Work to complete
Where an entry contains an image, skip the image and print the rest exactly.

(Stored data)
******************************

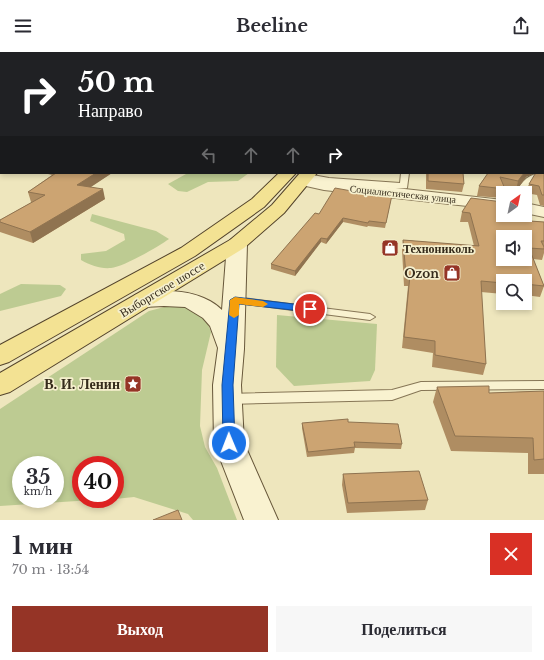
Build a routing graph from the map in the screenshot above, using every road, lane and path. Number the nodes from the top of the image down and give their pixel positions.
1 (405, 174) edge
2 (540, 174) edge
3 (301, 176) edge
4 (523, 186) edge
5 (496, 203) edge
6 (532, 209) edge
7 (544, 212) edge
8 (237, 244) junction
9 (143, 300) junction
10 (235, 300) junction
11 (370, 317) dead end
12 (232, 349) junction
13 (0, 356) edge
14 (0, 385) edge
15 (544, 385) edge
16 (228, 399) junction
17 (261, 520) edge

1 - 3 lane
2 - 4 lane
3 - 5 street, Социалистическая улица
3 - 8 main road, Выборгское шоссе
3 - 13 main road, Выборгское шоссе
6 - 7 street
8 - 9 main road, Выборгское шоссе
8 - 10 street
9 - 12 street
9 - 14 main road, Выборгское шоссе
10 - 11 lane
10 - 12 street
12 - 16 street
15 - 16 lane
16 - 17 street

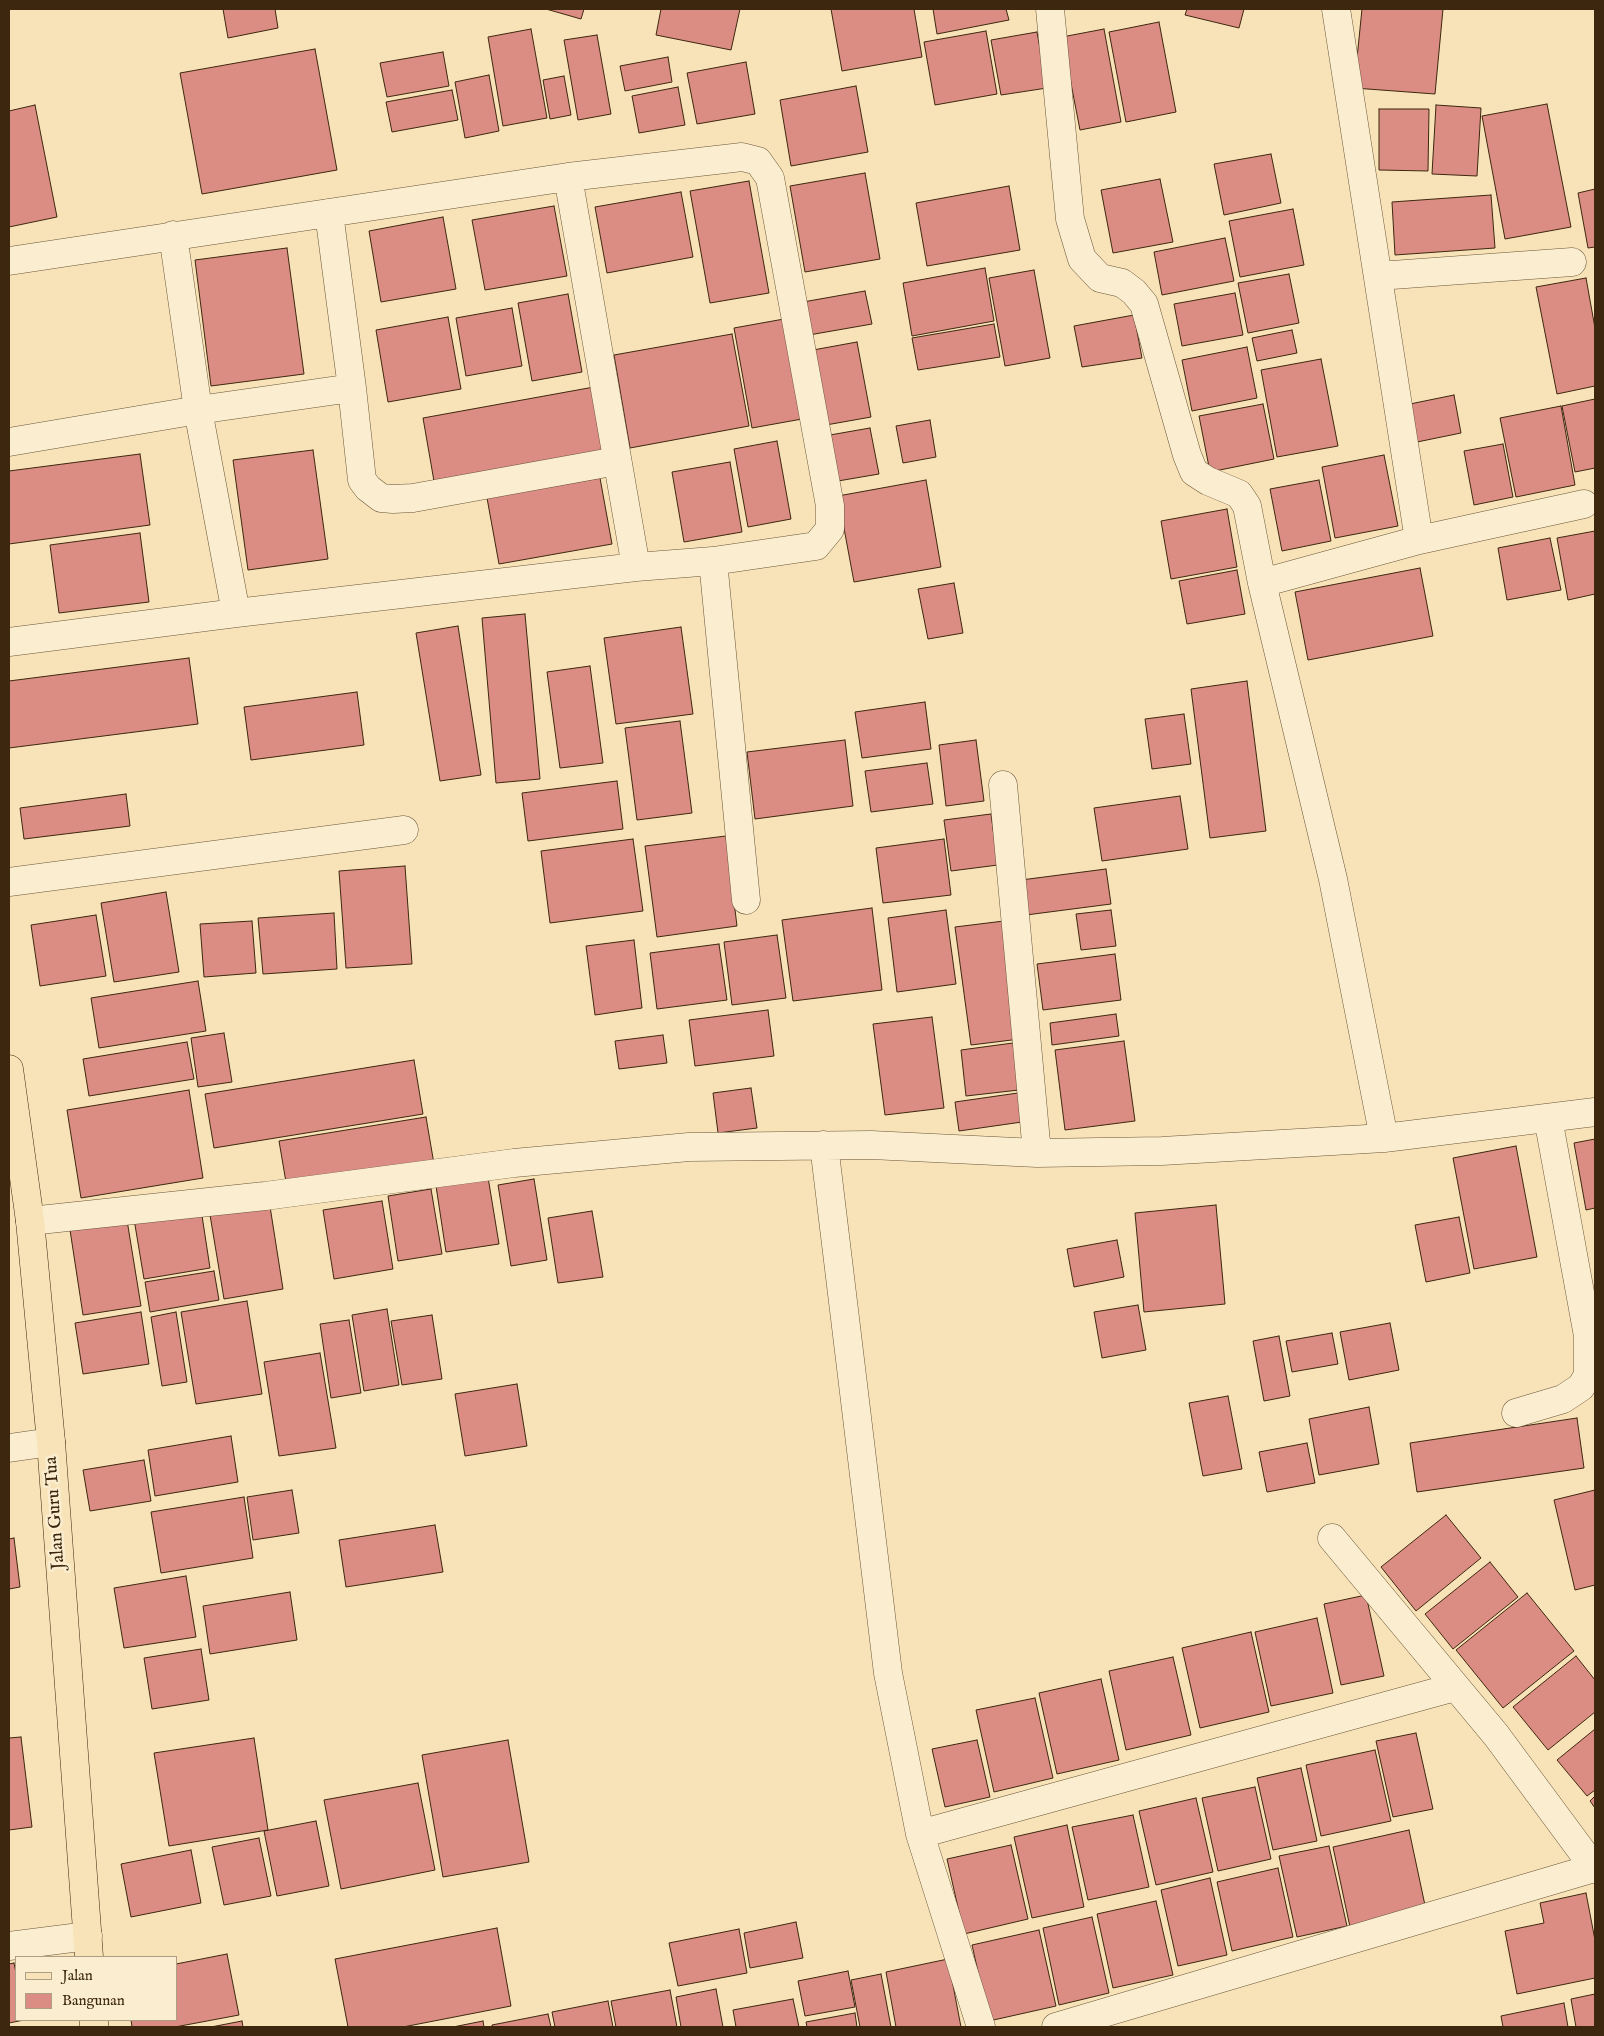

******************************

Answer for the task
Build a routing graph from the map in the screenshot above, using every road, lane and path. Number the nodes from the top of the image down and give their pixel positions.
1 (405, 174) edge
2 (540, 174) edge
3 (301, 176) edge
4 (523, 186) edge
5 (496, 203) edge
6 (532, 209) edge
7 (544, 212) edge
8 (237, 244) junction
9 (143, 300) junction
10 (235, 300) junction
11 (370, 317) dead end
12 (232, 349) junction
13 (0, 356) edge
14 (0, 385) edge
15 (544, 385) edge
16 (228, 399) junction
17 (261, 520) edge

1 - 3 lane
2 - 4 lane
3 - 5 street, Социалистическая улица
3 - 8 main road, Выборгское шоссе
3 - 13 main road, Выборгское шоссе
6 - 7 street
8 - 9 main road, Выборгское шоссе
8 - 10 street
9 - 12 street
9 - 14 main road, Выборгское шоссе
10 - 11 lane
10 - 12 street
12 - 16 street
15 - 16 lane
16 - 17 street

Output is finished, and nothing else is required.